Exercise =
Line by line, repeat the material below exactly and leave the images out.

Top of Stored data

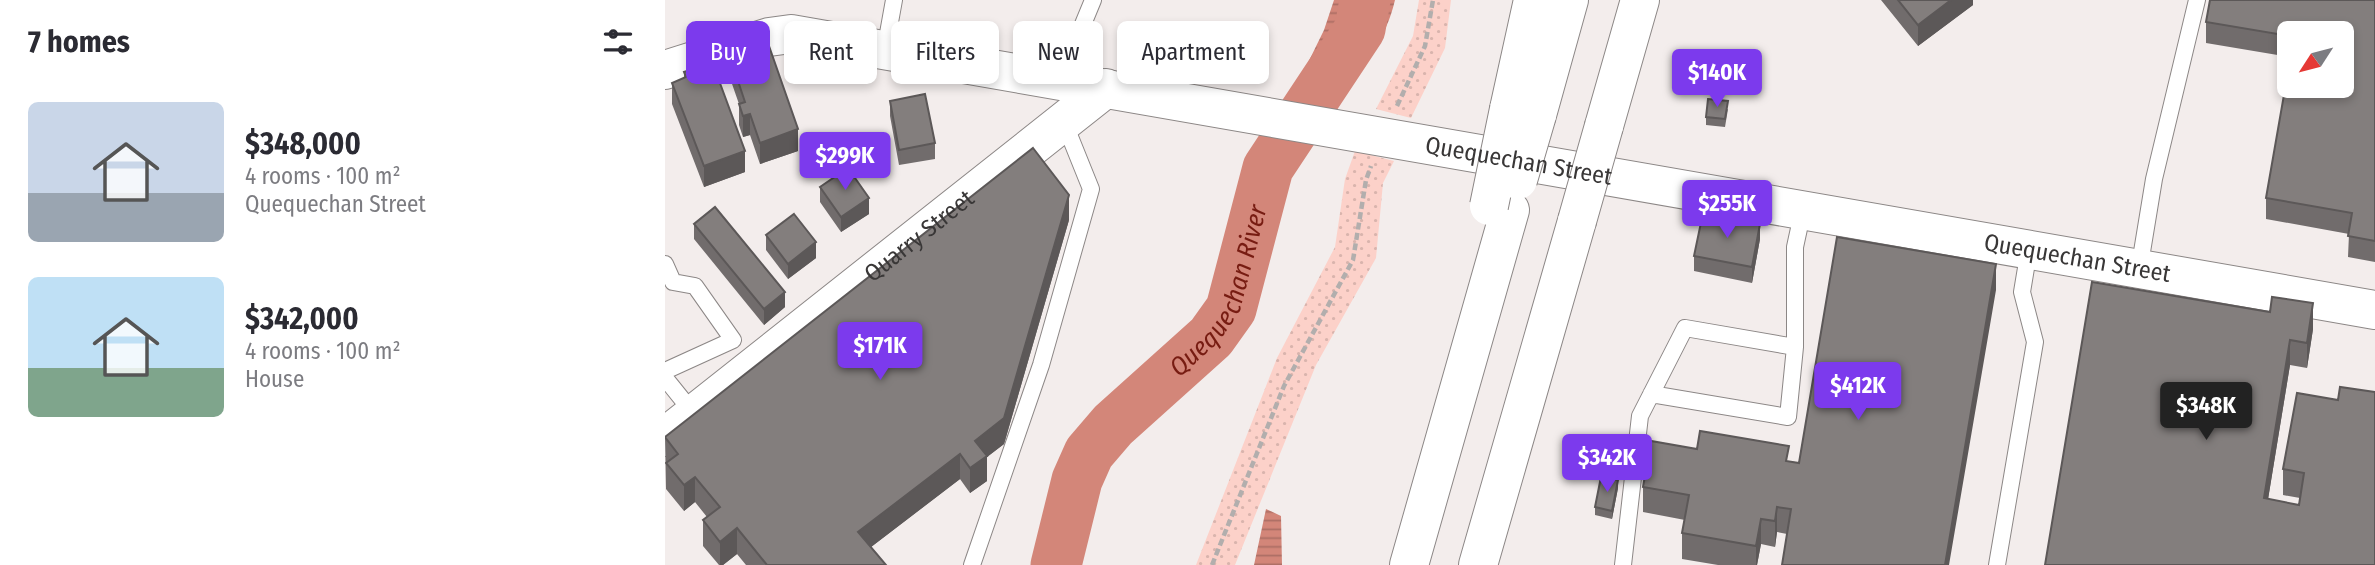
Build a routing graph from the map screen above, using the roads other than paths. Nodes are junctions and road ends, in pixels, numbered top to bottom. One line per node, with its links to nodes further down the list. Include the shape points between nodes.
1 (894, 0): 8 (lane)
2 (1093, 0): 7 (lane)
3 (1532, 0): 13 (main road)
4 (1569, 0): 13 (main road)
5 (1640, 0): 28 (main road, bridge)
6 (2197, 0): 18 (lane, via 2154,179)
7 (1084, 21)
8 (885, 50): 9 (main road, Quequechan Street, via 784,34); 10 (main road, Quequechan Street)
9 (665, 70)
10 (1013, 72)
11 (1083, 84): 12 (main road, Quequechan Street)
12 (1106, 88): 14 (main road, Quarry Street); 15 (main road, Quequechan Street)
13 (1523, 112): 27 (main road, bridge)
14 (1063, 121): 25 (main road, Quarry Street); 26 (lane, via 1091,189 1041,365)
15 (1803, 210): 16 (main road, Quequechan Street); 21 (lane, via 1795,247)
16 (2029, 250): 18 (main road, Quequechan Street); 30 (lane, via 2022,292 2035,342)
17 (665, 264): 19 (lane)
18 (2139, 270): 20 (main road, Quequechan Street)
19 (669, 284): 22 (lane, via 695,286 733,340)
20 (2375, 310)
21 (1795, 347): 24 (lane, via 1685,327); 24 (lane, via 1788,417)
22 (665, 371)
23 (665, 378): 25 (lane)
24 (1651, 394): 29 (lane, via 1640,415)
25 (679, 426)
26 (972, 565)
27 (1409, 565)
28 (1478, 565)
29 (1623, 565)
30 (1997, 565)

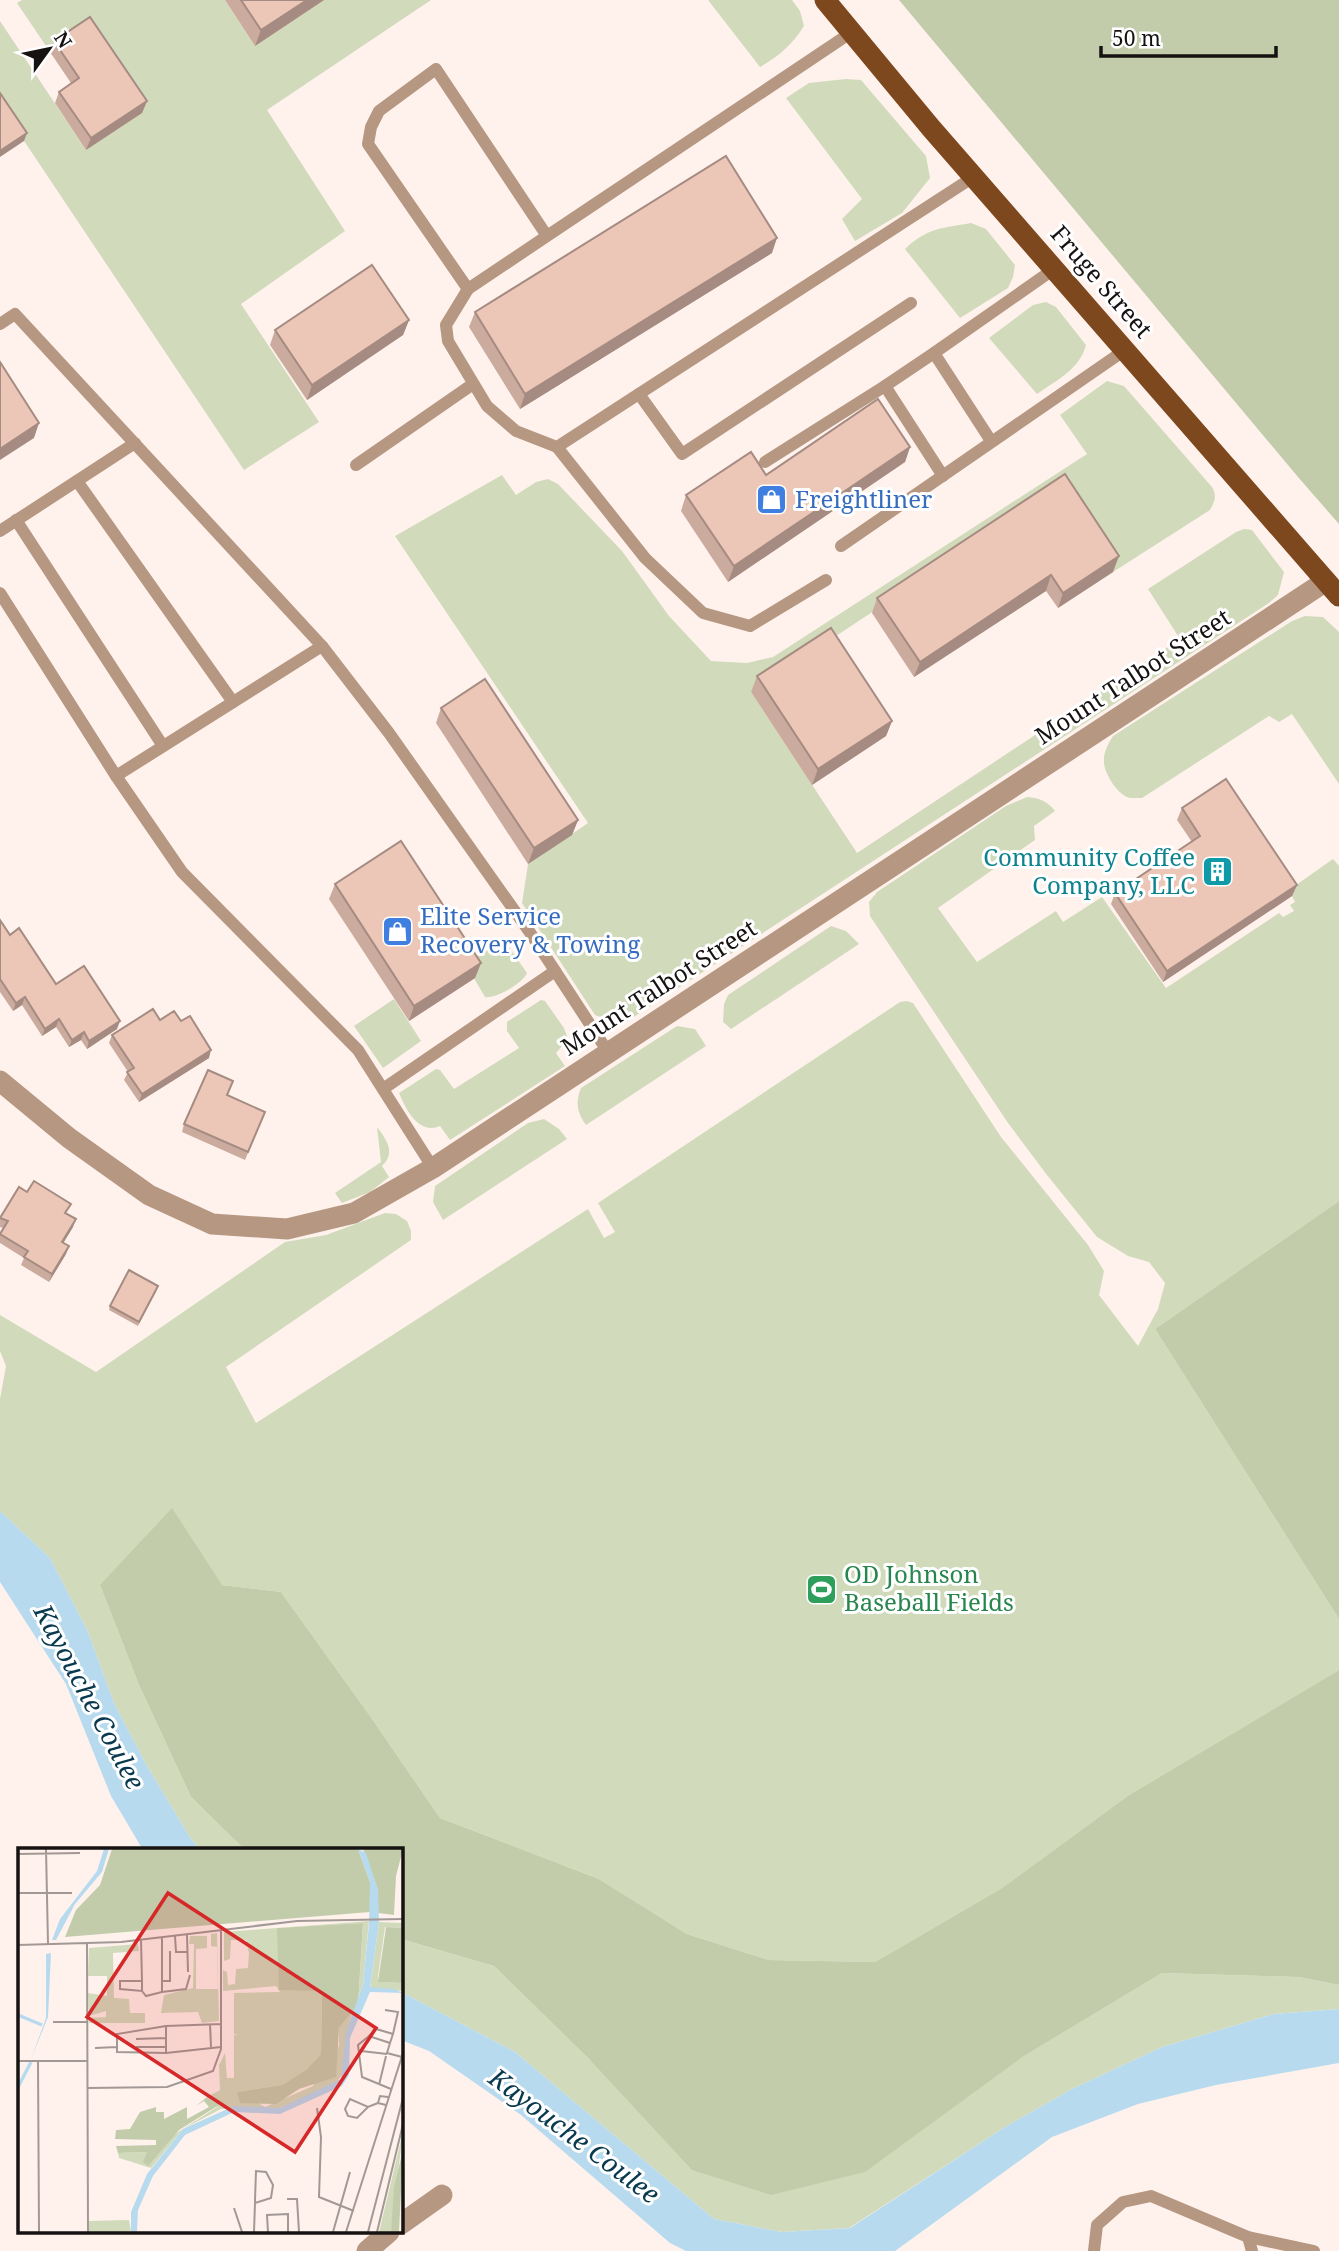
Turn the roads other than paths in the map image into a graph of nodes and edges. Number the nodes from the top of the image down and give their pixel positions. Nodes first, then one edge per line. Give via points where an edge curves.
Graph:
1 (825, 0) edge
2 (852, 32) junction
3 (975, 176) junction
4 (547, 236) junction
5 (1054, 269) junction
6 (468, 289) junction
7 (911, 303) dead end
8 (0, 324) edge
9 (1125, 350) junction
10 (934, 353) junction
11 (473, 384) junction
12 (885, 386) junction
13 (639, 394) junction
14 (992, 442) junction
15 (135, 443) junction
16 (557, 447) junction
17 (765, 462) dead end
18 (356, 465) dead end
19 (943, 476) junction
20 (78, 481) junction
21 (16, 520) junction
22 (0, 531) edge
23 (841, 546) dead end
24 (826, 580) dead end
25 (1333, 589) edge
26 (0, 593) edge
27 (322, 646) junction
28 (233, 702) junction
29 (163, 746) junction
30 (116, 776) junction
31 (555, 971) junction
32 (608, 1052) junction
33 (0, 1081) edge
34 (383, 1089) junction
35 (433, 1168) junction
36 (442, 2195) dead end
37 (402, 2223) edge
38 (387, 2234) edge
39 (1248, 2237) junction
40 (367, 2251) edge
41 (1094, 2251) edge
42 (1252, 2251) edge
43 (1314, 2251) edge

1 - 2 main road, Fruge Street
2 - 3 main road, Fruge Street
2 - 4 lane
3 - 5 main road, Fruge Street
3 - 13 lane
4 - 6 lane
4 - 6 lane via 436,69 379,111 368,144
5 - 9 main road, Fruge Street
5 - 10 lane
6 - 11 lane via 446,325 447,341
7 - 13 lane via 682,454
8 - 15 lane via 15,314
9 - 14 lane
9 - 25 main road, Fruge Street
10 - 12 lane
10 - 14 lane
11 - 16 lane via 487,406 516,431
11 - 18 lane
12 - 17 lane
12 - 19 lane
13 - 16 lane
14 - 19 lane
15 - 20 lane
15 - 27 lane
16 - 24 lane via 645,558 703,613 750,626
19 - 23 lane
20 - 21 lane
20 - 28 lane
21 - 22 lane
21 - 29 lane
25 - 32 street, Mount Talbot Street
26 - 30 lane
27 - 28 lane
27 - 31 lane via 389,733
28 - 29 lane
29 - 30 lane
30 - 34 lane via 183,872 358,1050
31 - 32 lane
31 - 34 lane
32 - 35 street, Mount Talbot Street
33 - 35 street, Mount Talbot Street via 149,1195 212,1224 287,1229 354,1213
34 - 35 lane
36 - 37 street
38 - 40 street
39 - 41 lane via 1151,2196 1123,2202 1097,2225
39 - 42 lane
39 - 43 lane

Bottom of Stored data

Finished exercise =
Build a routing graph from the map screen above, using the roads other than paths. Nodes are junctions and road ends, in pixels, numbered top to bottom. One line per node, with its links to nodes further down the list. Include the shape points between nodes.
1 (894, 0): 8 (lane)
2 (1093, 0): 7 (lane)
3 (1532, 0): 13 (main road)
4 (1569, 0): 13 (main road)
5 (1640, 0): 28 (main road, bridge)
6 (2197, 0): 18 (lane, via 2154,179)
7 (1084, 21)
8 (885, 50): 9 (main road, Quequechan Street, via 784,34); 10 (main road, Quequechan Street)
9 (665, 70)
10 (1013, 72)
11 (1083, 84): 12 (main road, Quequechan Street)
12 (1106, 88): 14 (main road, Quarry Street); 15 (main road, Quequechan Street)
13 (1523, 112): 27 (main road, bridge)
14 (1063, 121): 25 (main road, Quarry Street); 26 (lane, via 1091,189 1041,365)
15 (1803, 210): 16 (main road, Quequechan Street); 21 (lane, via 1795,247)
16 (2029, 250): 18 (main road, Quequechan Street); 30 (lane, via 2022,292 2035,342)
17 (665, 264): 19 (lane)
18 (2139, 270): 20 (main road, Quequechan Street)
19 (669, 284): 22 (lane, via 695,286 733,340)
20 (2375, 310)
21 (1795, 347): 24 (lane, via 1685,327); 24 (lane, via 1788,417)
22 (665, 371)
23 (665, 378): 25 (lane)
24 (1651, 394): 29 (lane, via 1640,415)
25 (679, 426)
26 (972, 565)
27 (1409, 565)
28 (1478, 565)
29 (1623, 565)
30 (1997, 565)

Turn the roads other than paths in the map image into a graph of nodes and edges. Number the nodes from the top of the image down and give their pixel positions. Nodes first, then one edge per line. Give via points where an edge curves.
Graph:
1 (825, 0) edge
2 (852, 32) junction
3 (975, 176) junction
4 (547, 236) junction
5 (1054, 269) junction
6 (468, 289) junction
7 (911, 303) dead end
8 (0, 324) edge
9 (1125, 350) junction
10 (934, 353) junction
11 (473, 384) junction
12 (885, 386) junction
13 (639, 394) junction
14 (992, 442) junction
15 (135, 443) junction
16 (557, 447) junction
17 (765, 462) dead end
18 (356, 465) dead end
19 (943, 476) junction
20 (78, 481) junction
21 (16, 520) junction
22 (0, 531) edge
23 (841, 546) dead end
24 (826, 580) dead end
25 (1333, 589) edge
26 (0, 593) edge
27 (322, 646) junction
28 (233, 702) junction
29 (163, 746) junction
30 (116, 776) junction
31 (555, 971) junction
32 (608, 1052) junction
33 (0, 1081) edge
34 (383, 1089) junction
35 (433, 1168) junction
36 (442, 2195) dead end
37 (402, 2223) edge
38 (387, 2234) edge
39 (1248, 2237) junction
40 (367, 2251) edge
41 (1094, 2251) edge
42 (1252, 2251) edge
43 (1314, 2251) edge

1 - 2 main road, Fruge Street
2 - 3 main road, Fruge Street
2 - 4 lane
3 - 5 main road, Fruge Street
3 - 13 lane
4 - 6 lane
4 - 6 lane via 436,69 379,111 368,144
5 - 9 main road, Fruge Street
5 - 10 lane
6 - 11 lane via 446,325 447,341
7 - 13 lane via 682,454
8 - 15 lane via 15,314
9 - 14 lane
9 - 25 main road, Fruge Street
10 - 12 lane
10 - 14 lane
11 - 16 lane via 487,406 516,431
11 - 18 lane
12 - 17 lane
12 - 19 lane
13 - 16 lane
14 - 19 lane
15 - 20 lane
15 - 27 lane
16 - 24 lane via 645,558 703,613 750,626
19 - 23 lane
20 - 21 lane
20 - 28 lane
21 - 22 lane
21 - 29 lane
25 - 32 street, Mount Talbot Street
26 - 30 lane
27 - 28 lane
27 - 31 lane via 389,733
28 - 29 lane
29 - 30 lane
30 - 34 lane via 183,872 358,1050
31 - 32 lane
31 - 34 lane
32 - 35 street, Mount Talbot Street
33 - 35 street, Mount Talbot Street via 149,1195 212,1224 287,1229 354,1213
34 - 35 lane
36 - 37 street
38 - 40 street
39 - 41 lane via 1151,2196 1123,2202 1097,2225
39 - 42 lane
39 - 43 lane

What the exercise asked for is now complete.